With music and lyrics by Maury Yeston (“Nine”) and a book by Peter Stone (“1776”), the original Broadway production opened in 1997, when it won all five Tony awards it was nominated for, including Best Musical. Perhaps the reason no actors were nominated is that “Titanic” calls for a true ensemble effort. While there’s not a weak link in the OHP cast, several standouts deserve special praise.
As the triumvirate who share “The Blame” (in Act II) for the disaster, Dennis J. Scott portrays Captain Smith with affecting dignity; Stephen Jewell gives Thomas Andrews, the ship’s designer, a tragic pride; and Tim Reilly invests Titanic owner J. Bruce Ismay with obnoxious bluster. Tara Kennedy is a hoot as upwardly striving second-class passenger Alice Beane, and more laughs come when another character muses, “Maybe I should go into politics; then I wouldn’t have to know anything.”

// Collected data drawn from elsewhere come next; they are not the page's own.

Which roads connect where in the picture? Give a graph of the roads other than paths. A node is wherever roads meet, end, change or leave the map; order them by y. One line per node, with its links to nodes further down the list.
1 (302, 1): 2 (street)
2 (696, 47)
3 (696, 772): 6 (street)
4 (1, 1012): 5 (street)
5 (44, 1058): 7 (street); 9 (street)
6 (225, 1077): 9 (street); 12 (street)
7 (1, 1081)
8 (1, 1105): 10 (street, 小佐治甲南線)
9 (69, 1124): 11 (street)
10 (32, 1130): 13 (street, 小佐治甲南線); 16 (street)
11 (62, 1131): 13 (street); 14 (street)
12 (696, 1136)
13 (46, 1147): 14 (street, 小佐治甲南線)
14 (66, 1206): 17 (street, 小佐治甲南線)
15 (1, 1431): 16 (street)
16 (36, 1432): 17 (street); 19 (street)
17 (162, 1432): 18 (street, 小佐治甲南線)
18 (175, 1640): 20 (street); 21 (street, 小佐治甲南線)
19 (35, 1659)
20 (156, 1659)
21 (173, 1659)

Musical highlights include: the stirring anthem “There She Is,” heartily chanted by most of the company; the haunting “No Moon,” rendered by Andrew D. Secker as lookout Frederick Fleet; and the lovely duet “Still,” tenderly sung by Jayne Newirth and Glenn Gordon as an aging couple, the Strauses (he co-owned Macy’s), who refuse to separate and perish together.

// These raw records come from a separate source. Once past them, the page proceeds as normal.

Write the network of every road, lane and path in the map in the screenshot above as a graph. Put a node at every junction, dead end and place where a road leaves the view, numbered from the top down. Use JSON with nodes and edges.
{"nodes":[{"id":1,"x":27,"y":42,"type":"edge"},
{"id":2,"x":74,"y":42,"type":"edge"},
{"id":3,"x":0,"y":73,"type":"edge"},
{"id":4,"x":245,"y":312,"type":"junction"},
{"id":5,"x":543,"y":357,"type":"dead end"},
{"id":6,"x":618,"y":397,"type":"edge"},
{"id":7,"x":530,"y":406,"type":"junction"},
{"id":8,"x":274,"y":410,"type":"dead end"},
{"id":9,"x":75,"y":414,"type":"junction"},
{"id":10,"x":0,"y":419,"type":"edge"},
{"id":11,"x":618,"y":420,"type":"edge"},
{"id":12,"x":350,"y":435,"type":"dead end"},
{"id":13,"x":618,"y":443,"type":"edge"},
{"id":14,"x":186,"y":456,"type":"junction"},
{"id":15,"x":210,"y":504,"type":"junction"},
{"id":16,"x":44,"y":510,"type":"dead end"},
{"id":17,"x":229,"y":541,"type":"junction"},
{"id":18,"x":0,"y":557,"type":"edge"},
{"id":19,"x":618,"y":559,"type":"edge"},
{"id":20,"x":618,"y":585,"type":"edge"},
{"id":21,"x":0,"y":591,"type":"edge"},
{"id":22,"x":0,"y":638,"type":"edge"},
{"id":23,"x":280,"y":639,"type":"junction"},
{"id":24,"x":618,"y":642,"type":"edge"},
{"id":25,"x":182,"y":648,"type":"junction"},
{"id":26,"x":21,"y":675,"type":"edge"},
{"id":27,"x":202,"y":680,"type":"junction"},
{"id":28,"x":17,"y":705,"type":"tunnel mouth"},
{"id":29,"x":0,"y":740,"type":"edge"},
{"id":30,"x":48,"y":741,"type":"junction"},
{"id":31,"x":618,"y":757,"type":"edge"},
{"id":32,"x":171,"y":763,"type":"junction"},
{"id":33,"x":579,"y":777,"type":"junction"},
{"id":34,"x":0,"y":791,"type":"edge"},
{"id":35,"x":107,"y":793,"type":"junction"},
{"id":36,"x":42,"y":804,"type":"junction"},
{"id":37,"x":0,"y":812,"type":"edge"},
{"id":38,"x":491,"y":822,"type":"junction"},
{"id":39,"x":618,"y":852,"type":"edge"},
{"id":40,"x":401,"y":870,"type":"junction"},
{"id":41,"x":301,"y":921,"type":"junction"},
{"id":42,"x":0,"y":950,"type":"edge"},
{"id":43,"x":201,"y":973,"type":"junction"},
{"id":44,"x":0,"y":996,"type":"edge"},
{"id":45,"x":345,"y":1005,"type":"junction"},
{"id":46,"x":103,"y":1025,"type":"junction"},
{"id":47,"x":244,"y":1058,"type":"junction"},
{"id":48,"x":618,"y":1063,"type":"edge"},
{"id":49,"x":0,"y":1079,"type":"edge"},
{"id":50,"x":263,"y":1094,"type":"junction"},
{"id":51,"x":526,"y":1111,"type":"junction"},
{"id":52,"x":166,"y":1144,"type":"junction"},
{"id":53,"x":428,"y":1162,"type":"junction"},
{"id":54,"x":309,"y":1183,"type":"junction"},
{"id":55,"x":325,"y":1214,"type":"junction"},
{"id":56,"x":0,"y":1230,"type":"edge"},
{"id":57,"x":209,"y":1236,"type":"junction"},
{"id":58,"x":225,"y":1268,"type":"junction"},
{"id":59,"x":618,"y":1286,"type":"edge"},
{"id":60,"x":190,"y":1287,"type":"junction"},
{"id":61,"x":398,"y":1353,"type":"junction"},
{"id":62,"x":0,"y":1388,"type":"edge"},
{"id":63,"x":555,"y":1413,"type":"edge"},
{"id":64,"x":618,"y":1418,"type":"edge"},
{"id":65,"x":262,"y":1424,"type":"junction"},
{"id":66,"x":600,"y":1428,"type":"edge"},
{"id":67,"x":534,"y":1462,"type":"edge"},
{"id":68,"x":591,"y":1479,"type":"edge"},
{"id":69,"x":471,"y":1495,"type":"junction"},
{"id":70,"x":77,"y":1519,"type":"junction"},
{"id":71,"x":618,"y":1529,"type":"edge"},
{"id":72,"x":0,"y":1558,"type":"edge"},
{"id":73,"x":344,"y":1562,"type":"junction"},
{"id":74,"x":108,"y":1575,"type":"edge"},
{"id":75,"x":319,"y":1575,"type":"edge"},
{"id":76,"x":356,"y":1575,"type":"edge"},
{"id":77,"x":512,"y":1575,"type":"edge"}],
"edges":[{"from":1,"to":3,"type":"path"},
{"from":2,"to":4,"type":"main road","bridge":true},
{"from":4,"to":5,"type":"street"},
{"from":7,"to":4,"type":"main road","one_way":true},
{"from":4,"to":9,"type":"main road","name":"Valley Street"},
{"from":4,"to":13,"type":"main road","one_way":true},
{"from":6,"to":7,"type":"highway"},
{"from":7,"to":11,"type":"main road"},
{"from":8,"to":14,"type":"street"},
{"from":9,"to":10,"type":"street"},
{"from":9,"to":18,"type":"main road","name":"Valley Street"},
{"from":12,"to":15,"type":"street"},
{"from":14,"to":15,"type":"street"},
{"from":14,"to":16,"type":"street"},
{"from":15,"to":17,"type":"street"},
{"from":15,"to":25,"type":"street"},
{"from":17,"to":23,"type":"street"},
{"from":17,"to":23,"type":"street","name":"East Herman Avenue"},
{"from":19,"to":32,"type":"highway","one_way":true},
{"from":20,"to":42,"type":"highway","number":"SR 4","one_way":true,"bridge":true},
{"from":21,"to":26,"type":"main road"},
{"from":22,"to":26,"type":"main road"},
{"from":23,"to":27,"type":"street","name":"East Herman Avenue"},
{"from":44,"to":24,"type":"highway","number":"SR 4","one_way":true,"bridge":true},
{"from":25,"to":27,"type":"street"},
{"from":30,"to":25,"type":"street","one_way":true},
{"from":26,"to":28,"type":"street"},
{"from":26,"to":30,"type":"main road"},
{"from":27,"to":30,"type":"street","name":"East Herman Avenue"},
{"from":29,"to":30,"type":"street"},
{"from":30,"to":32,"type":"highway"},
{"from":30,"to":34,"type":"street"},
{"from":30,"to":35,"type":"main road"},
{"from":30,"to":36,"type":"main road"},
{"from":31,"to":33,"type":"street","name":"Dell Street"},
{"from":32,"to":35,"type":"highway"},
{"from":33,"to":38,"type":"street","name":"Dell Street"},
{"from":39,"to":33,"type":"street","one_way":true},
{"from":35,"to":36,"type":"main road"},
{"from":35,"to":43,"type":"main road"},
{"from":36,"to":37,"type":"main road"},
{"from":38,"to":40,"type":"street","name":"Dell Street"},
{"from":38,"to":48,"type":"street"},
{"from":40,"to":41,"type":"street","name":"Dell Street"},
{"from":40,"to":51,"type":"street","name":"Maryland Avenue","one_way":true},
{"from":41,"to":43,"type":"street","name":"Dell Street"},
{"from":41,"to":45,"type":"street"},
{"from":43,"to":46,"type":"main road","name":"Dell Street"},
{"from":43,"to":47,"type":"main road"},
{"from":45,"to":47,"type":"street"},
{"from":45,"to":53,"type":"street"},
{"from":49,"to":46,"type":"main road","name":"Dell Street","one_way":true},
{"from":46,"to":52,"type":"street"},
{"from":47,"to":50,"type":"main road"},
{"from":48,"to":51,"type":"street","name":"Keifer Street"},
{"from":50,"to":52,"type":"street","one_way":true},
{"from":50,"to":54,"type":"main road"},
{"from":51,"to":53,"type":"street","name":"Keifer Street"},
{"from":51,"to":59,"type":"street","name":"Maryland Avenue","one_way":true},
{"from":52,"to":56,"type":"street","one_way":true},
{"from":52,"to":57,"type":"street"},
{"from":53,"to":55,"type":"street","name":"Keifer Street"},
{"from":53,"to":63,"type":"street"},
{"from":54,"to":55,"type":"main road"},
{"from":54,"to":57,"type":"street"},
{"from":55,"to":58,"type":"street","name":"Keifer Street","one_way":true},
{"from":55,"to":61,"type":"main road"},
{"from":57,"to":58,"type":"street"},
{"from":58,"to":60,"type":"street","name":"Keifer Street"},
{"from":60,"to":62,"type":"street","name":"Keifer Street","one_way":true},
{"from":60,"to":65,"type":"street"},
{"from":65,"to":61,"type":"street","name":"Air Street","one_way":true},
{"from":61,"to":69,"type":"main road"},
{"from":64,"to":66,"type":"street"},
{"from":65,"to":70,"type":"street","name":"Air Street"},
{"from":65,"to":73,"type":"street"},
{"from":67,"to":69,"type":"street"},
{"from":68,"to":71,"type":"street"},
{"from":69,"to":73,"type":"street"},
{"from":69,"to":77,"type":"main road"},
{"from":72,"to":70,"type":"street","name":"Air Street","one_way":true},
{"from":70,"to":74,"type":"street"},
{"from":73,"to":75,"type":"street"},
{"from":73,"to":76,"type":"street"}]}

Flexible set design by director FitzHeny and Francisco Aguas allows for quick and seamless scene transitions by cast members in shadow to atmospheric underscoring by musical director Bill Martin’s crack four-person band. Lively choreography by Aileen Merino Terzi for the “Doing the Latest Rag” scene, sensitively varied lighting by FitzHenry, and brilliant period costumes by Moonyean Field also make this transporting production a must-see.